Purification,molecular cloning and functional characterization of flavonoid C‐glucosyltransferases from Fagopyrum esculentum M. (buckwheat) cotyledon

C‐Glycosides are characterized by their C–C bonds in which the anomeric carbon of the sugar moieties is directly bound to the carbon atom of aglycon. C‐Glycosides are remarkably stable, as their C–C bonds are resistant to glycosidase or acid hydrolysis. A variety of plant species are known to accumulate C‐glycosylflavonoids; however, the genes encoding for enzymes that catalyze C‐glycosylation of flavonoids have been identified only from Oryza sativa (rice) and Zea mays (maize), and have not been identified from dicot plants.
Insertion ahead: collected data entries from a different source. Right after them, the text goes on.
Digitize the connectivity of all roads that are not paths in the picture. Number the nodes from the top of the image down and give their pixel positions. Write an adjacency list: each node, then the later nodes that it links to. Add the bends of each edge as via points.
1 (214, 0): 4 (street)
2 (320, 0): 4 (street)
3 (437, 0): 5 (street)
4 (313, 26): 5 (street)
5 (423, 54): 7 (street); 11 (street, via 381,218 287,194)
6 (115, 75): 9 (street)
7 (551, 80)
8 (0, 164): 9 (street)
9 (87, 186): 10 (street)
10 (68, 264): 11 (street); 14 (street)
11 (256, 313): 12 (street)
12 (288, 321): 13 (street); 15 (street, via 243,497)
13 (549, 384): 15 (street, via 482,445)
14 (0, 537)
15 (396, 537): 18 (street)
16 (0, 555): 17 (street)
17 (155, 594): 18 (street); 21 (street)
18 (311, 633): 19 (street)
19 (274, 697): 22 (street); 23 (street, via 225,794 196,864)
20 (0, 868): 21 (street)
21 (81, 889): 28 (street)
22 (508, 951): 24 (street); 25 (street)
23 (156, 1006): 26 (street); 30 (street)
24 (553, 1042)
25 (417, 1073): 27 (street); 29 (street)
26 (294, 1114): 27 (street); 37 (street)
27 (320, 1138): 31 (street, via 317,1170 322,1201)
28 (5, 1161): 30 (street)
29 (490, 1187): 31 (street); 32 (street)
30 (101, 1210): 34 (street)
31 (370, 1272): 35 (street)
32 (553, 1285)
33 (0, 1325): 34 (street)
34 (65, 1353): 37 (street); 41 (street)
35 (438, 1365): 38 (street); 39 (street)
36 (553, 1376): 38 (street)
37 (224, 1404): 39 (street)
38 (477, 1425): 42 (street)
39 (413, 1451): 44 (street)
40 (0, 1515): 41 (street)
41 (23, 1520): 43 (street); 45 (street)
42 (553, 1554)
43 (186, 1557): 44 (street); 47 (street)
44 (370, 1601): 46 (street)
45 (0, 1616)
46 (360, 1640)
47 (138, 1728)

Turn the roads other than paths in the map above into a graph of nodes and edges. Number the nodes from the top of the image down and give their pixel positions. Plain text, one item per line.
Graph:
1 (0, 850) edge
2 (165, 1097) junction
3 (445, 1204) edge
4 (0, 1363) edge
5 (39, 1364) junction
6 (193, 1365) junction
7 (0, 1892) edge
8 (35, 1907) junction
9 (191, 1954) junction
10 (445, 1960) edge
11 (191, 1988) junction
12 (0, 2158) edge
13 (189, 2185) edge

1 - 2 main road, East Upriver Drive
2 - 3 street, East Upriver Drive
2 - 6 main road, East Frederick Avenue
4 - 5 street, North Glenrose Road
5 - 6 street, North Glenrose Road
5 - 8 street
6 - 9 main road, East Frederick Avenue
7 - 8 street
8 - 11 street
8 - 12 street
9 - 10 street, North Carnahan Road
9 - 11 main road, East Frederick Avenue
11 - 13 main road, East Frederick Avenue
In this study, we identified the C‐glucosyltransferase gene from the dicot plant Fagopyrum esculentum M. (buckwheat). We purified two isozymes from buckwheat seedlings that catalyze C‐glucosylation of 2‐hydroxyflavanones, which are expressed specifically in the cotyledon during seed germination. Following purification we isolated the cDNA corresponding to each isozyme [FeCGTa (UGT708C1) and FeCGTb (UGT708C2)]. When expressed in Escherichia coli, both proteins demonstrated C‐glucosylation activity towards 2‐hydroxyflavanones, dihydrochalcone, trihydroxyacetophenones and other related compounds with chemical structures similar to 2′,4′,6′‐trihydroxyacetophenone. Molecular phylogenetic analysis of plant glycosyltransferases shows that flavonoid C‐glycosyltransferases form a different clade with other functionally analyzed plant glycosyltransferases.